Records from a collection
# # # #

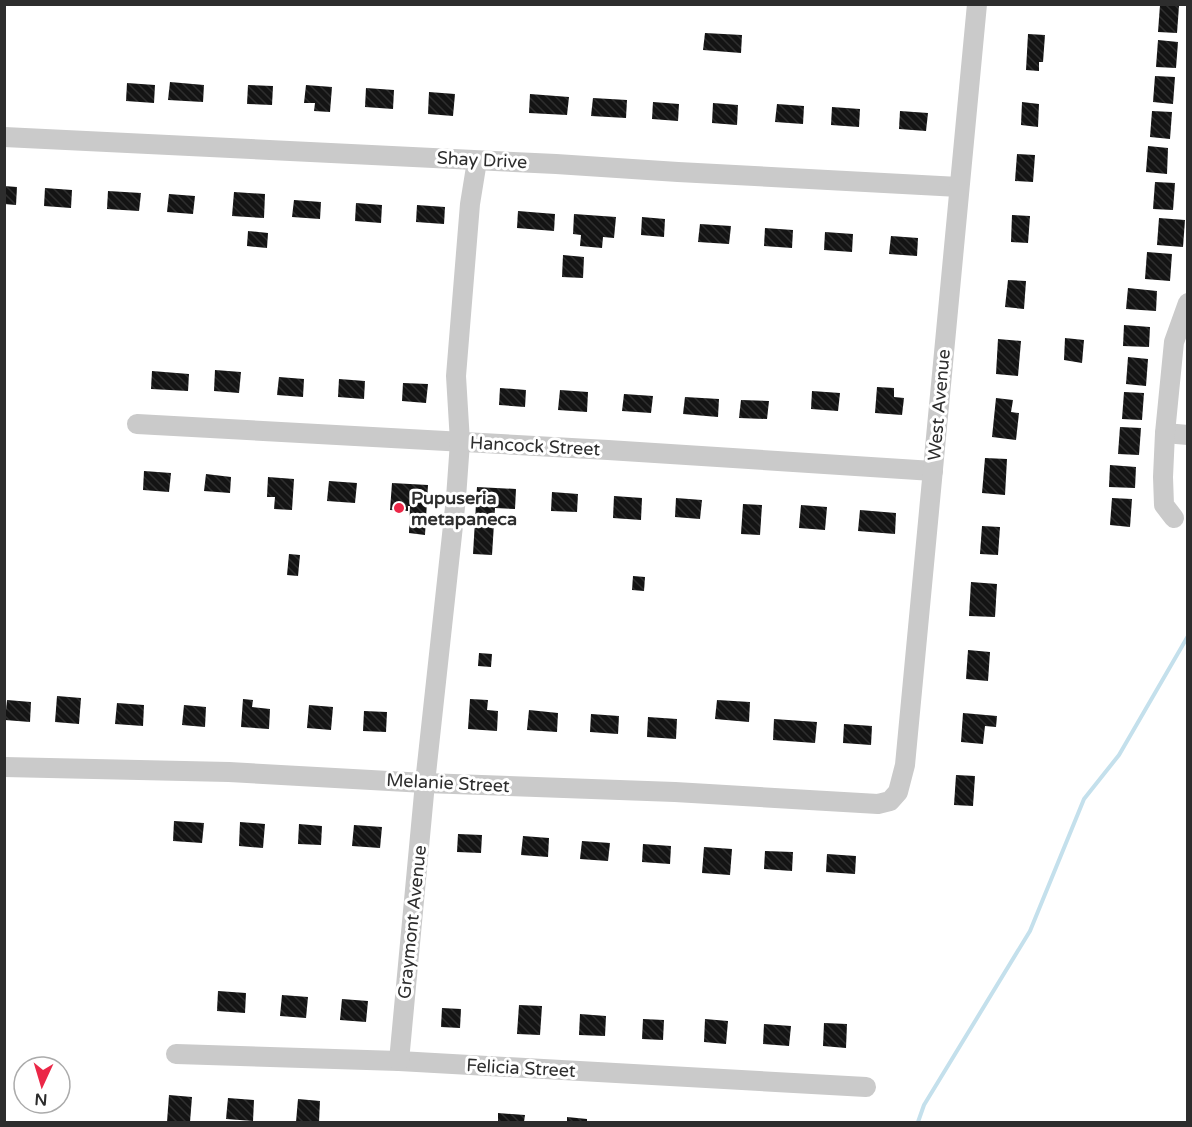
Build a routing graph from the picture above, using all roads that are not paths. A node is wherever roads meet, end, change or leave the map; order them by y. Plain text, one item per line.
1 (977, 4) edge
2 (4, 137) edge
3 (477, 160) junction
4 (959, 188) junction
5 (1188, 303) edge
6 (137, 424) dead end
7 (1165, 434) junction
8 (1188, 435) edge
9 (460, 442) junction
10 (933, 471) junction
11 (1174, 518) dead end
12 (4, 767) edge
13 (425, 783) junction
14 (890, 801) joint
15 (176, 1053) dead end
16 (399, 1061) junction
17 (866, 1087) dead end

1 - 4 street, West Avenue
2 - 3 street, Shay Drive
3 - 4 street, Shay Drive
3 - 9 street, Graymont Avenue
4 - 10 street, West Avenue
5 - 7 street
6 - 9 street, Hancock Street
7 - 8 street
7 - 11 street
9 - 10 street, Hancock Street
9 - 13 street, Graymont Avenue
10 - 14 street, West Avenue
12 - 13 street, Melanie Street
13 - 14 street, Melanie Street
13 - 16 street, Graymont Avenue
15 - 16 street, Felicia Street
16 - 17 street, Felicia Street

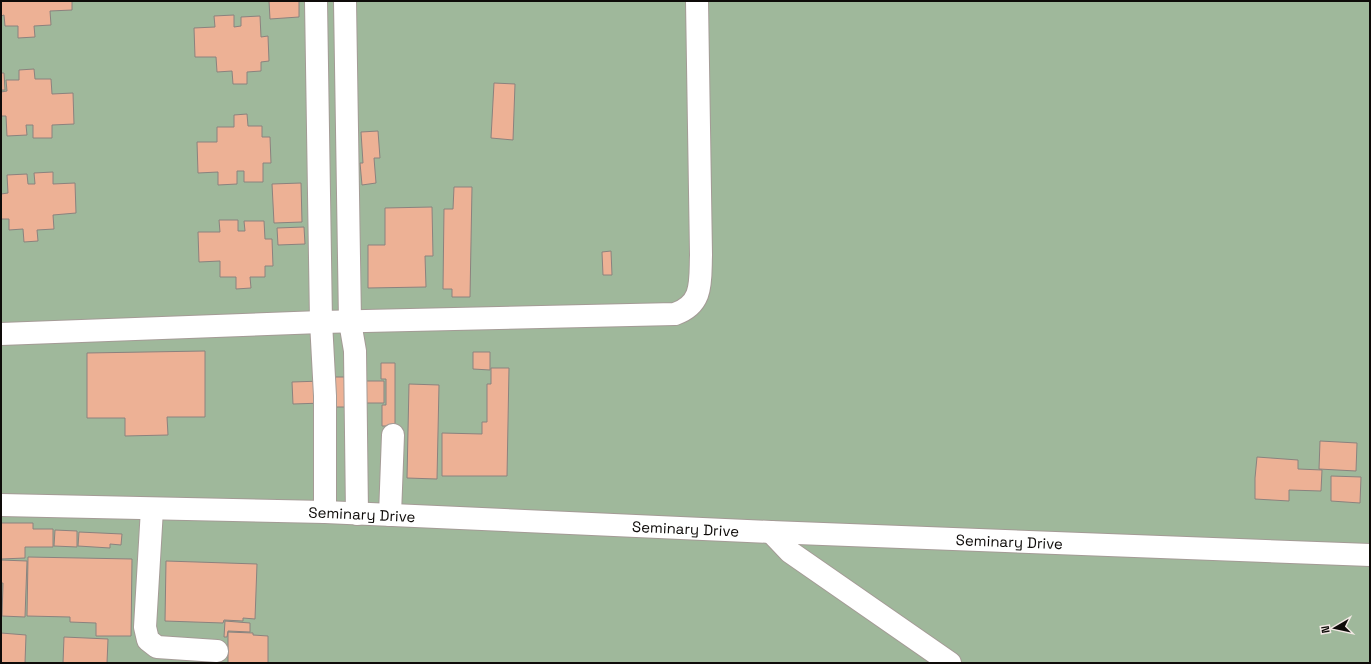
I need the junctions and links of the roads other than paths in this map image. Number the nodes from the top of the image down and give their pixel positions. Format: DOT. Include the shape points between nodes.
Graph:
graph roads {
  1 [pos="316,1"];
  2 [pos="345,1"];
  3 [pos="697,1"];
  4 [pos="321,322"];
  5 [pos="350,322"];
  6 [pos="1,334"];
  7 [pos="393,435"];
  8 [pos="1,505"];
  9 [pos="152,509"];
  10 [pos="325,512"];
  11 [pos="357,514"];
  12 [pos="390,515"];
  13 [pos="771,532"];
  14 [pos="1370,555"];
  15 [pos="217,651"];
  16 [pos="950,663"];
  1 -- 4 [label="street"];
  2 -- 5 [label="street"];
  3 -- 5 [label="street" via="701,255 700,288 694,302 675,314"];
  4 -- 5 [label="street"];
  4 -- 6 [label="street"];
  4 -- 10 [label="street" via="325,396"];
  5 -- 11 [label="street" via="355,352"];
  7 -- 12 [label="street"];
  8 -- 9 [label="street, Seminary Drive"];
  9 -- 10 [label="street, Seminary Drive"];
  9 -- 15 [label="street" via="145,627 148,640 156,648"];
  10 -- 11 [label="street, Seminary Drive"];
  11 -- 12 [label="street, Seminary Drive"];
  12 -- 13 [label="street, Seminary Drive"];
  13 -- 14 [label="street, Seminary Drive"];
  13 -- 16 [label="street" via="790,552"];
}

# # # #

ASSIGNMENT: Set the records down again precisely, skipping every image.

OUTPUT OF THE TASK:
Build a routing graph from the picture above, using all roads that are not paths. A node is wherever roads meet, end, change or leave the map; order them by y. Plain text, one item per line.
1 (977, 4) edge
2 (4, 137) edge
3 (477, 160) junction
4 (959, 188) junction
5 (1188, 303) edge
6 (137, 424) dead end
7 (1165, 434) junction
8 (1188, 435) edge
9 (460, 442) junction
10 (933, 471) junction
11 (1174, 518) dead end
12 (4, 767) edge
13 (425, 783) junction
14 (890, 801) joint
15 (176, 1053) dead end
16 (399, 1061) junction
17 (866, 1087) dead end

1 - 4 street, West Avenue
2 - 3 street, Shay Drive
3 - 4 street, Shay Drive
3 - 9 street, Graymont Avenue
4 - 10 street, West Avenue
5 - 7 street
6 - 9 street, Hancock Street
7 - 8 street
7 - 11 street
9 - 10 street, Hancock Street
9 - 13 street, Graymont Avenue
10 - 14 street, West Avenue
12 - 13 street, Melanie Street
13 - 14 street, Melanie Street
13 - 16 street, Graymont Avenue
15 - 16 street, Felicia Street
16 - 17 street, Felicia Street

I need the junctions and links of the roads other than paths in this map image. Number the nodes from the top of the image down and give their pixel positions. Format: DOT. Include the shape points between nodes.
Graph:
graph roads {
  1 [pos="316,1"];
  2 [pos="345,1"];
  3 [pos="697,1"];
  4 [pos="321,322"];
  5 [pos="350,322"];
  6 [pos="1,334"];
  7 [pos="393,435"];
  8 [pos="1,505"];
  9 [pos="152,509"];
  10 [pos="325,512"];
  11 [pos="357,514"];
  12 [pos="390,515"];
  13 [pos="771,532"];
  14 [pos="1370,555"];
  15 [pos="217,651"];
  16 [pos="950,663"];
  1 -- 4 [label="street"];
  2 -- 5 [label="street"];
  3 -- 5 [label="street" via="701,255 700,288 694,302 675,314"];
  4 -- 5 [label="street"];
  4 -- 6 [label="street"];
  4 -- 10 [label="street" via="325,396"];
  5 -- 11 [label="street" via="355,352"];
  7 -- 12 [label="street"];
  8 -- 9 [label="street, Seminary Drive"];
  9 -- 10 [label="street, Seminary Drive"];
  9 -- 15 [label="street" via="145,627 148,640 156,648"];
  10 -- 11 [label="street, Seminary Drive"];
  11 -- 12 [label="street, Seminary Drive"];
  12 -- 13 [label="street, Seminary Drive"];
  13 -- 14 [label="street, Seminary Drive"];
  13 -- 16 [label="street" via="790,552"];
}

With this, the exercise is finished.